With a common peasant girl, vigorous and sensual, like this dancer at the fair, he would have gratified the only low permissible to a priest; for it was the most unpardonable folly, he recognized now, to surrender his heart.
The Curé of St. Nicholas was a thousand times right! Let the priest make use of woman, nothing is more proper, as an instrument, as a pastime, hygienic and aperient; but let him stop there.
At certain periods, when the brain is heavy, the digestion is inactive, and the bowels are confined, when dizziness occurs, when the blood becoming too plentiful, grows thick and congested in the veins and rises to the head, then it is that nature needs to accomplish her work. Then one seeks for a woman, one throws oneself on her who happens to be there, and is willing to lend herself to this hygienic and benevolent part. Servant or mistress, girl or wife, lady or work-girl, young or old, courtesan from a drawing-room or the pavement, one takes her, has one's pleasure of her, and goes away.
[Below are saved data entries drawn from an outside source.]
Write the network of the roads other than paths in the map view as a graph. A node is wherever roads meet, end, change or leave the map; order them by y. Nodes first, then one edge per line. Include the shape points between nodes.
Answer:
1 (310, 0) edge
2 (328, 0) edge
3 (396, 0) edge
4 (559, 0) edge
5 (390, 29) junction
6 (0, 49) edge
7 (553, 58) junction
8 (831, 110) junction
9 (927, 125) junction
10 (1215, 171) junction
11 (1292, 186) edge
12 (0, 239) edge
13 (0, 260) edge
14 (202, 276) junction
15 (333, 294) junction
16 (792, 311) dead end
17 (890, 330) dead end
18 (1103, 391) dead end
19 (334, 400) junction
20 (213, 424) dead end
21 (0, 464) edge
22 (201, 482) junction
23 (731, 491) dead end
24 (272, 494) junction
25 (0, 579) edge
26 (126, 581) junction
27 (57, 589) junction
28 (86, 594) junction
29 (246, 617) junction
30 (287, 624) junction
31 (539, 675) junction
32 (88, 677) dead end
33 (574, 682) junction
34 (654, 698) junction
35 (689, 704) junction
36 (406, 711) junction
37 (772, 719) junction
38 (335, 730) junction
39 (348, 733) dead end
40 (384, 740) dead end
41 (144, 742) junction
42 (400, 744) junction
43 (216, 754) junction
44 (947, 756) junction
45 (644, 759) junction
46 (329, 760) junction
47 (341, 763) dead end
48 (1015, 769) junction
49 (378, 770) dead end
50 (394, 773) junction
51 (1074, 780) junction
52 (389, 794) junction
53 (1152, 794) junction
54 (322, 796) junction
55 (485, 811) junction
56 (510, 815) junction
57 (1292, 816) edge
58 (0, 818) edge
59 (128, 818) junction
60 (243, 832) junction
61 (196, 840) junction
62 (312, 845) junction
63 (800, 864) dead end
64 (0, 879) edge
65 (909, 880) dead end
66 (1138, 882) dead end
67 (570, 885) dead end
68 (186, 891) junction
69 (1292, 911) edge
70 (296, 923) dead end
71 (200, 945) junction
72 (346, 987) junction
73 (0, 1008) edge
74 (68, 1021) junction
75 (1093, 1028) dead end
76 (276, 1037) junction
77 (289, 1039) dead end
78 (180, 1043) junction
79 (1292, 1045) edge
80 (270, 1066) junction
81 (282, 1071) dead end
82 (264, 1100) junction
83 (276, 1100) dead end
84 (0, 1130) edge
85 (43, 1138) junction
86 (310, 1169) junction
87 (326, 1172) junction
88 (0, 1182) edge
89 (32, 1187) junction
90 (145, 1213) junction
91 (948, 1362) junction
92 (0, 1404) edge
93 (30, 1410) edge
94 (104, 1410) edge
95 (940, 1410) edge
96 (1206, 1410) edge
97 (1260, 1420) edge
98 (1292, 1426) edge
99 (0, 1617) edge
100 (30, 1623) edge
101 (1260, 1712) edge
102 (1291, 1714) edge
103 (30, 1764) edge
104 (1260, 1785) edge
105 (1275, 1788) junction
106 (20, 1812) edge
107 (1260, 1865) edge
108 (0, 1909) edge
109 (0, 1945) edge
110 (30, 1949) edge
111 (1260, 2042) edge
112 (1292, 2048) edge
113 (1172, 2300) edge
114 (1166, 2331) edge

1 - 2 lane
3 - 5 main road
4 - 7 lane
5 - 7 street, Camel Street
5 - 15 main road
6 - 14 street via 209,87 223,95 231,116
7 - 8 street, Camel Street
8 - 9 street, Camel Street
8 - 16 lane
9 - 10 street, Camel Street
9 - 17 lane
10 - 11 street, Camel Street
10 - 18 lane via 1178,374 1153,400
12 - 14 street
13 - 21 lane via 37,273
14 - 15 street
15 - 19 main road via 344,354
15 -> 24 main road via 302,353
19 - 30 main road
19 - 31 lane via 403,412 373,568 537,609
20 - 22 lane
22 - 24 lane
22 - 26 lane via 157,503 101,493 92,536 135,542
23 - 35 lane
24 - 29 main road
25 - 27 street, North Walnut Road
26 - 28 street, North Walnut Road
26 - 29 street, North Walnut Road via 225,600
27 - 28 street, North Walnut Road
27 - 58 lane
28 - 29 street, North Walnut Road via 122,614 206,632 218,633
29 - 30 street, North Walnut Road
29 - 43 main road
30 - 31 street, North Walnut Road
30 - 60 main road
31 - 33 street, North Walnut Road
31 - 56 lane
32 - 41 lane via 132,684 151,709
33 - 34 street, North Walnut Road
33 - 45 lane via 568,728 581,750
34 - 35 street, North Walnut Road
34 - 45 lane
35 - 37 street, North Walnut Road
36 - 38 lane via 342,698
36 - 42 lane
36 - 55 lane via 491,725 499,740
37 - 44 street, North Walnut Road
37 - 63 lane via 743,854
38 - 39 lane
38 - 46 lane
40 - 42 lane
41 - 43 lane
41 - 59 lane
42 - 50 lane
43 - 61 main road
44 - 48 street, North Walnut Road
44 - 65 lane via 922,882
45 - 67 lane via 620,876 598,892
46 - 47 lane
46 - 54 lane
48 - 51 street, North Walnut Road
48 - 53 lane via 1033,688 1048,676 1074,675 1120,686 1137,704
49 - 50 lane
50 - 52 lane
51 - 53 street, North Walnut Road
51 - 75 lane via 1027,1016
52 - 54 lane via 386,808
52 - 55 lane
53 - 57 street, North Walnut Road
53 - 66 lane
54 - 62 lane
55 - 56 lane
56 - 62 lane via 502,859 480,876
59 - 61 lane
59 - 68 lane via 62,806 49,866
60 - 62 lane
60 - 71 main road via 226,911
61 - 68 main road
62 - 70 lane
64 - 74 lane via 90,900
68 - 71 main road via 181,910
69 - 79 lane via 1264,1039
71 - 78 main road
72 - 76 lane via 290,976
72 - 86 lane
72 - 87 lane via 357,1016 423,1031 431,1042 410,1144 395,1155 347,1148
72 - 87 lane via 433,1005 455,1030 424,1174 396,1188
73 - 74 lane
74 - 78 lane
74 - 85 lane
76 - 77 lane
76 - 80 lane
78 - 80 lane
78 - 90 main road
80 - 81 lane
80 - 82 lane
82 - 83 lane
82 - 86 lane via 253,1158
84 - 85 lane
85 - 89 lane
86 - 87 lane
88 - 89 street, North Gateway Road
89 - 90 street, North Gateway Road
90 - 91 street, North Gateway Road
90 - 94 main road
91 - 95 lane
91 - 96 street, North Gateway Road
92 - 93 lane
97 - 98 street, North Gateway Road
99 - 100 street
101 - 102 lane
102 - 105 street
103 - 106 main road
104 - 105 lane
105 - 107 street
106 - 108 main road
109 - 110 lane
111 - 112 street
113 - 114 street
But to love long, to make of the woman the aim of our life, the spring of our actions, the ideal of our existence; to believe in happiness together, to put faith in these fragile, vain and ignorant dolls!… What trickery!
To believe in happiness through love! Dream of the school-boy! It is permissible to the neophyte who puts on for the first time the white surplice and the golden chasuble with so much joy and pride. The sweet young girls, the youthful wives, the grave matrons regard you with softened eyes. Then you have faith, you have confidence, you see the future illumined by angels with virgin bodies who murmur mysterious words in your ear, which melt your heart. You dare hardly lift your eyes, and you say to yourself: "Which one shall I love in this legion of seraphims? Oh, I will love them all, all!" Presumptuous youth which doubts of nothing!
But when you have loved one, two, three of them … afterwards, afterwards?
After having experienced the nothingness of all these trifles, of all these follies of the heart, of all these caprices of the imagination, of all these abortions of the thought, of all these voids of the soul, of all these impurities of the body, of all the uncleanness of the woman with whom you are satiated, and whose couch you are leaving, then go and speak of eternal love.
Oh, how right Diogenes was to call love a short epilepsy.
How right that Imperial sophist of the Decline to call it a convulsion! and the first Bonaparte, an affair of the sopha.
Thus Marcel moralized, like an old prelate, coming out from a closed room when some filthy scene has been enacted.
The fact is, that for some time he had been the hero of a comedy and of a drama; the grotesque comedy which he had unrolled with his servant, the terrible drama in which he saw himself involved with Suzanne Durand. And he was wearied and satiated. The satisfaction of his senses left him by way of retaliation, shame, trouble and fear.
Daniel Defoe has written in his admirable book:
"From how many mysterious sources, opposed one to the other, do not different circumstances cause our passions to proceed? We hate in the evening what we cherished in the morning; we avoid to-day what we sought for yesterday; we desire an object passionately, and a few moments after, we shall not know how to endure the idea of it."
Thus Marcel was cursing love, when Zulma came and knocked at his door.